----- Records for processing -----
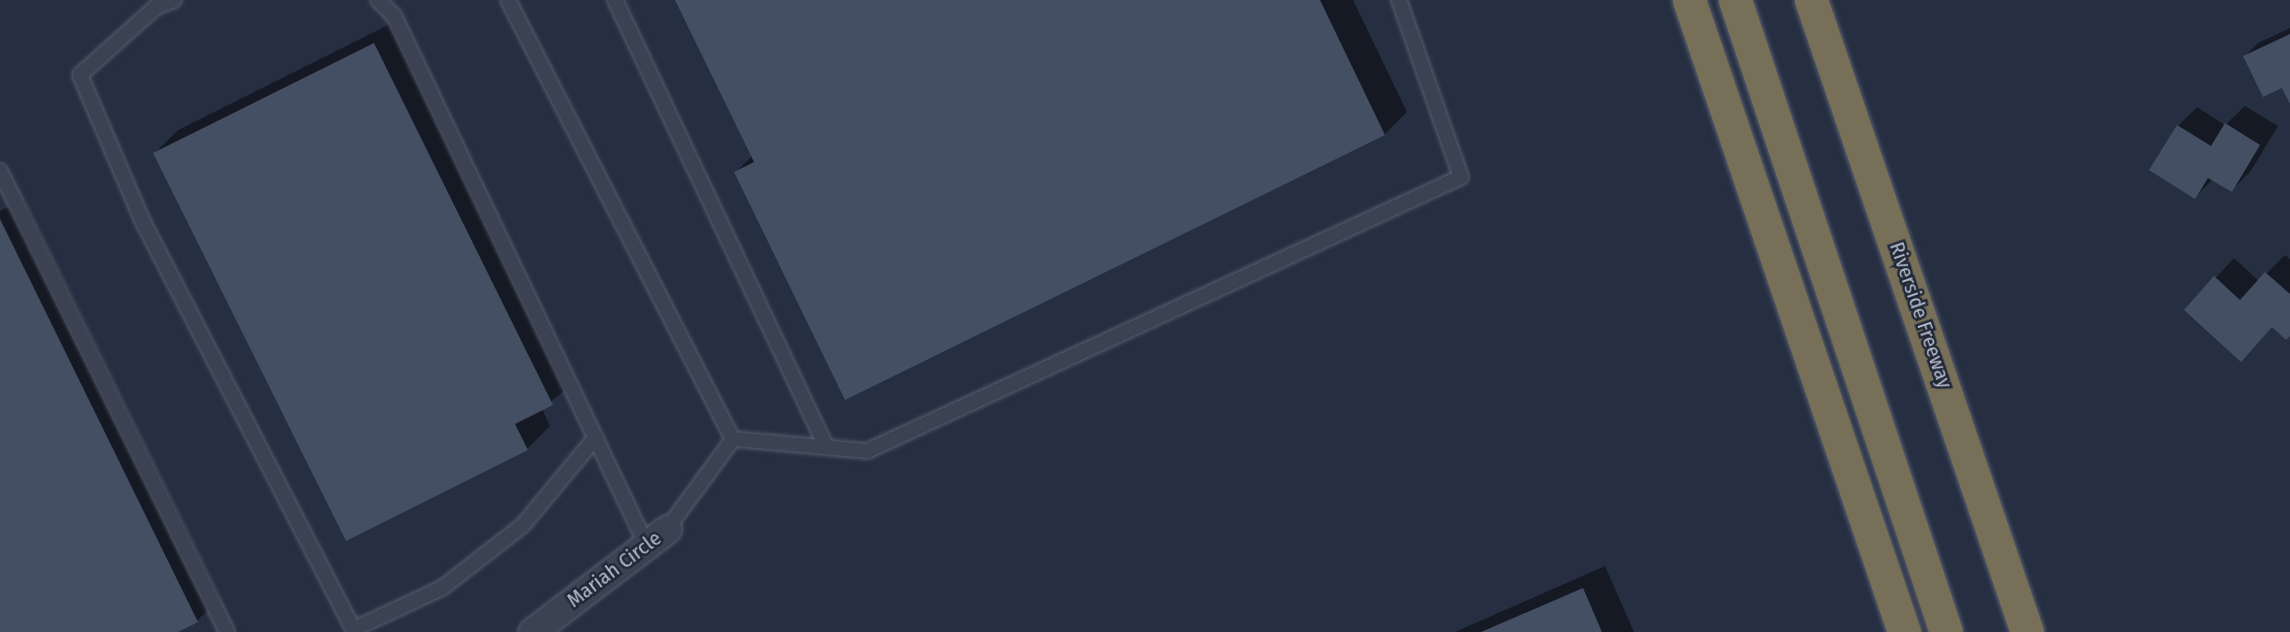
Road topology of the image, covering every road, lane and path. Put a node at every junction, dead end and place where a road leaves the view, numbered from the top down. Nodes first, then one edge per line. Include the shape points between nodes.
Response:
1 (174, 0) edge
2 (378, 0) edge
3 (508, 0) edge
4 (615, 0) edge
5 (1399, 0) edge
6 (1689, 0) edge
7 (1736, 0) edge
8 (1811, 0) edge
9 (0, 171) edge
10 (596, 437) junction
11 (734, 439) junction
12 (826, 447) junction
13 (657, 536) junction
14 (354, 631) edge
15 (227, 632) edge
16 (532, 632) edge
17 (1904, 632) edge
18 (1947, 632) edge
19 (2027, 632) edge

1 - 14 lane via 156,7 80,75 142,220
2 - 10 lane via 394,16
3 - 11 lane
4 - 12 lane
5 - 12 lane via 1461,177 867,450
6 - 17 highway
7 - 18 highway
8 - 19 highway, Riverside Freeway
9 - 15 lane
10 - 13 lane
10 - 14 lane via 523,525 442,588
11 - 12 lane
11 - 13 lane
13 - 16 street, Mariah Circle

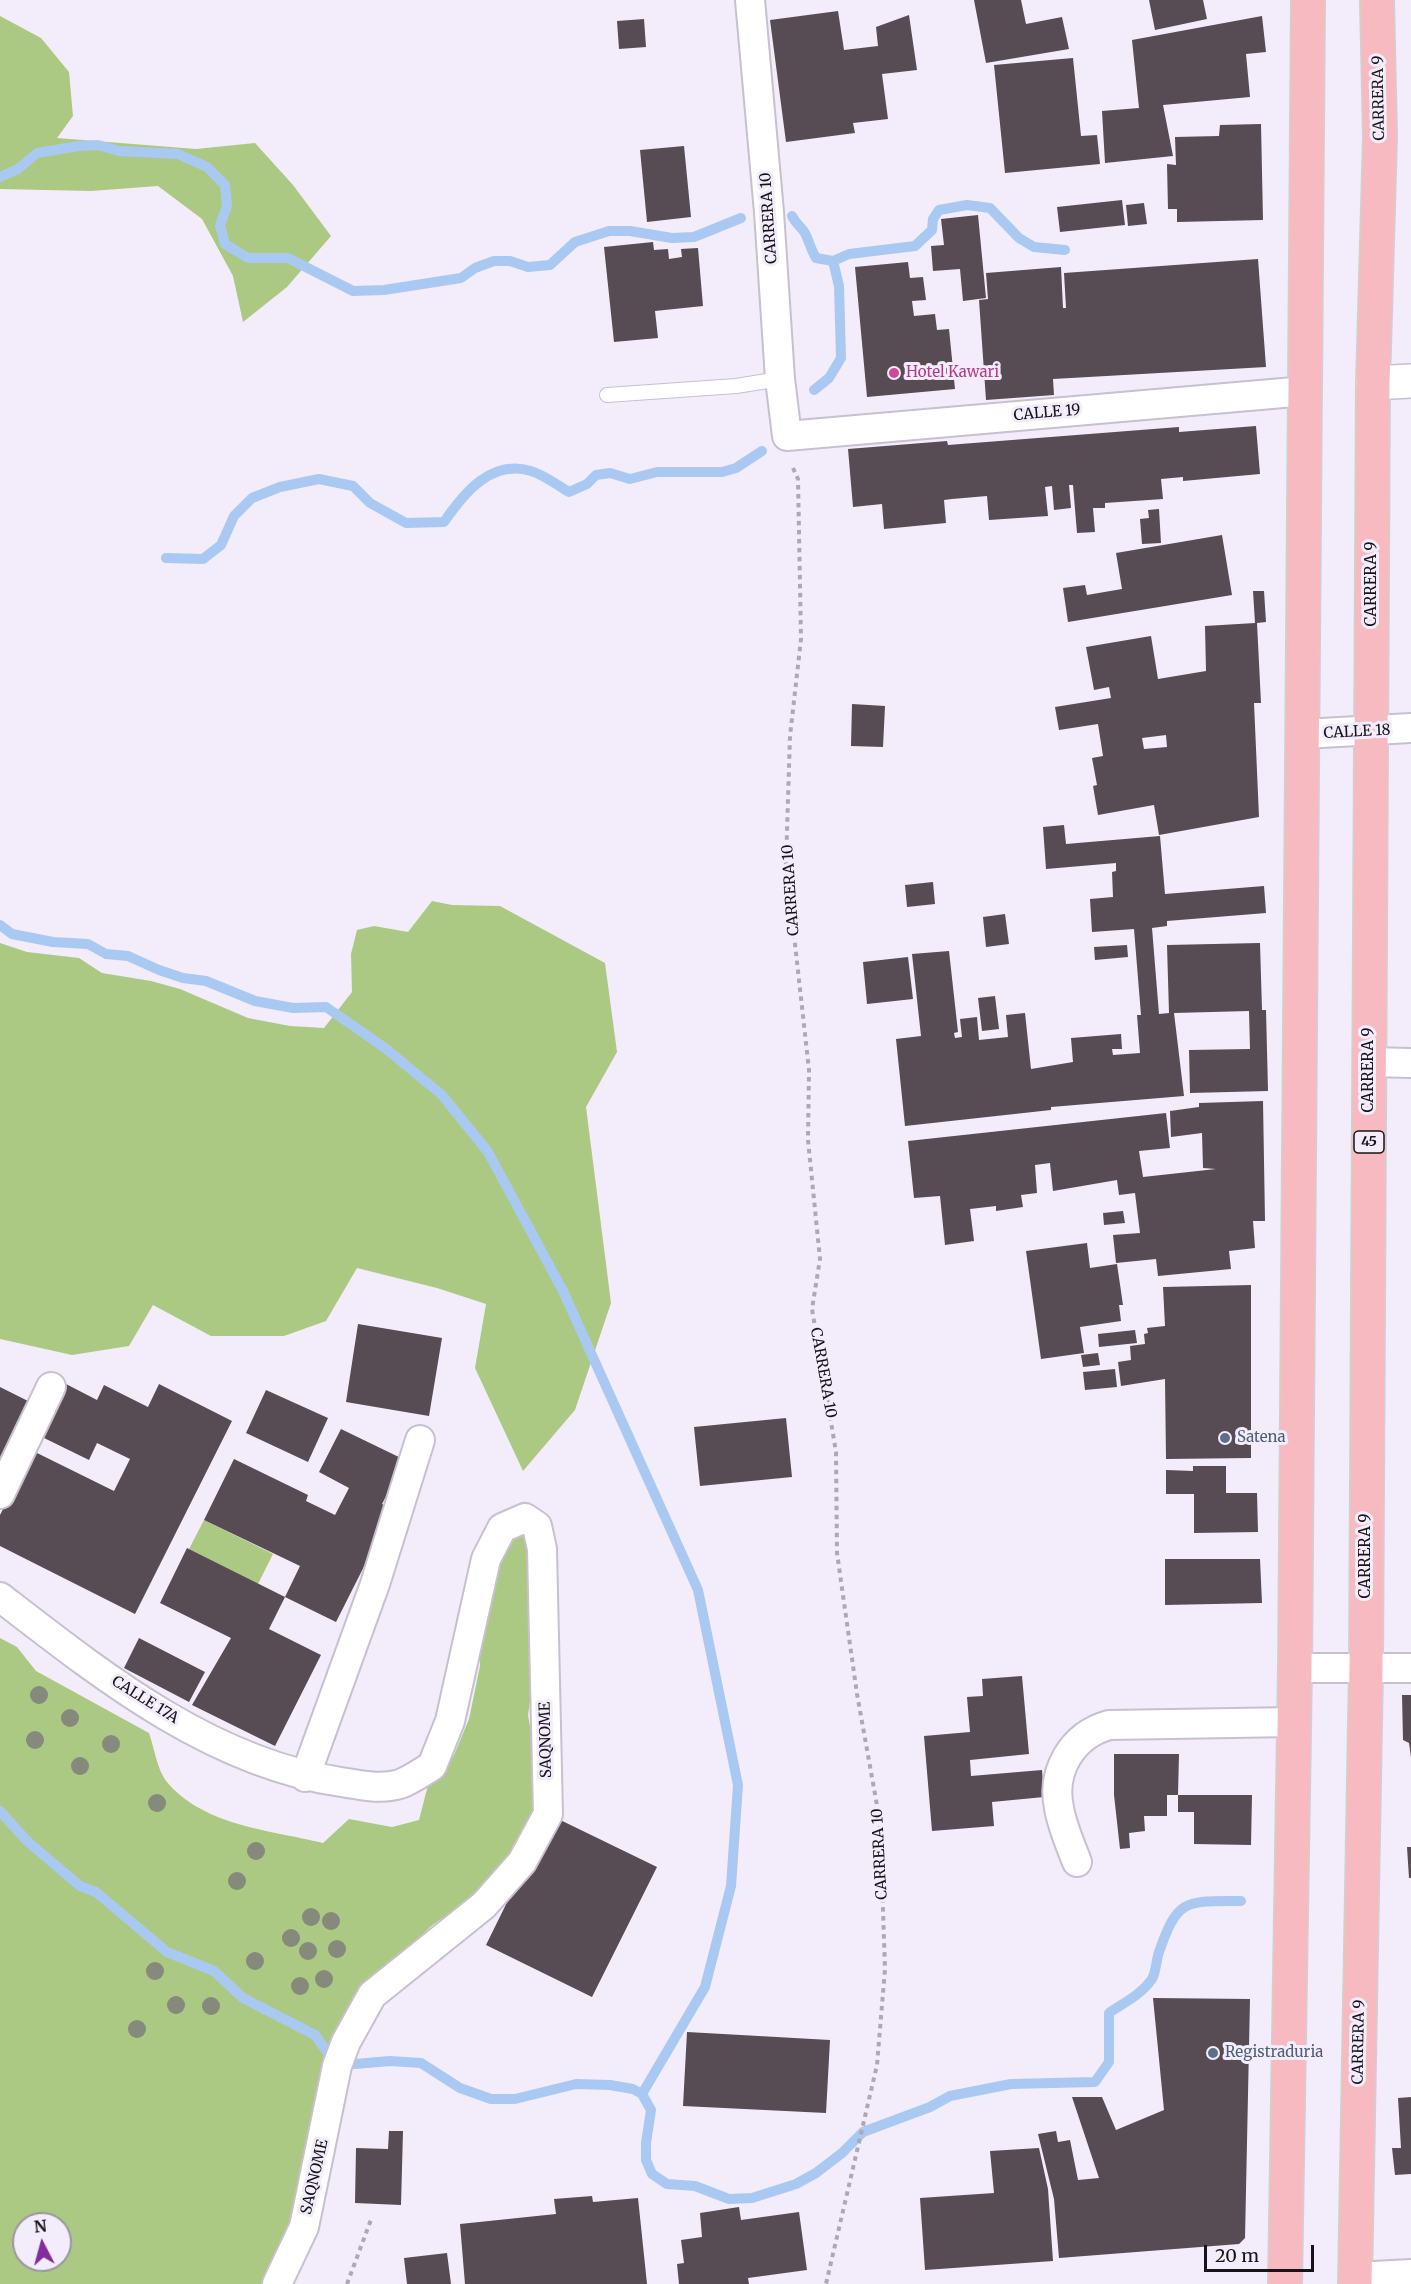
-----
### What the exercise asks
Once the pictures are removed, return the entries exactly as they stand.

### Solution
Road topology of the image, covering every road, lane and path. Put a node at every junction, dead end and place where a road leaves the view, numbered from the top down. Nodes first, then one edge per line. Include the shape points between nodes.
Response:
1 (174, 0) edge
2 (378, 0) edge
3 (508, 0) edge
4 (615, 0) edge
5 (1399, 0) edge
6 (1689, 0) edge
7 (1736, 0) edge
8 (1811, 0) edge
9 (0, 171) edge
10 (596, 437) junction
11 (734, 439) junction
12 (826, 447) junction
13 (657, 536) junction
14 (354, 631) edge
15 (227, 632) edge
16 (532, 632) edge
17 (1904, 632) edge
18 (1947, 632) edge
19 (2027, 632) edge

1 - 14 lane via 156,7 80,75 142,220
2 - 10 lane via 394,16
3 - 11 lane
4 - 12 lane
5 - 12 lane via 1461,177 867,450
6 - 17 highway
7 - 18 highway
8 - 19 highway, Riverside Freeway
9 - 15 lane
10 - 13 lane
10 - 14 lane via 523,525 442,588
11 - 12 lane
11 - 13 lane
13 - 16 street, Mariah Circle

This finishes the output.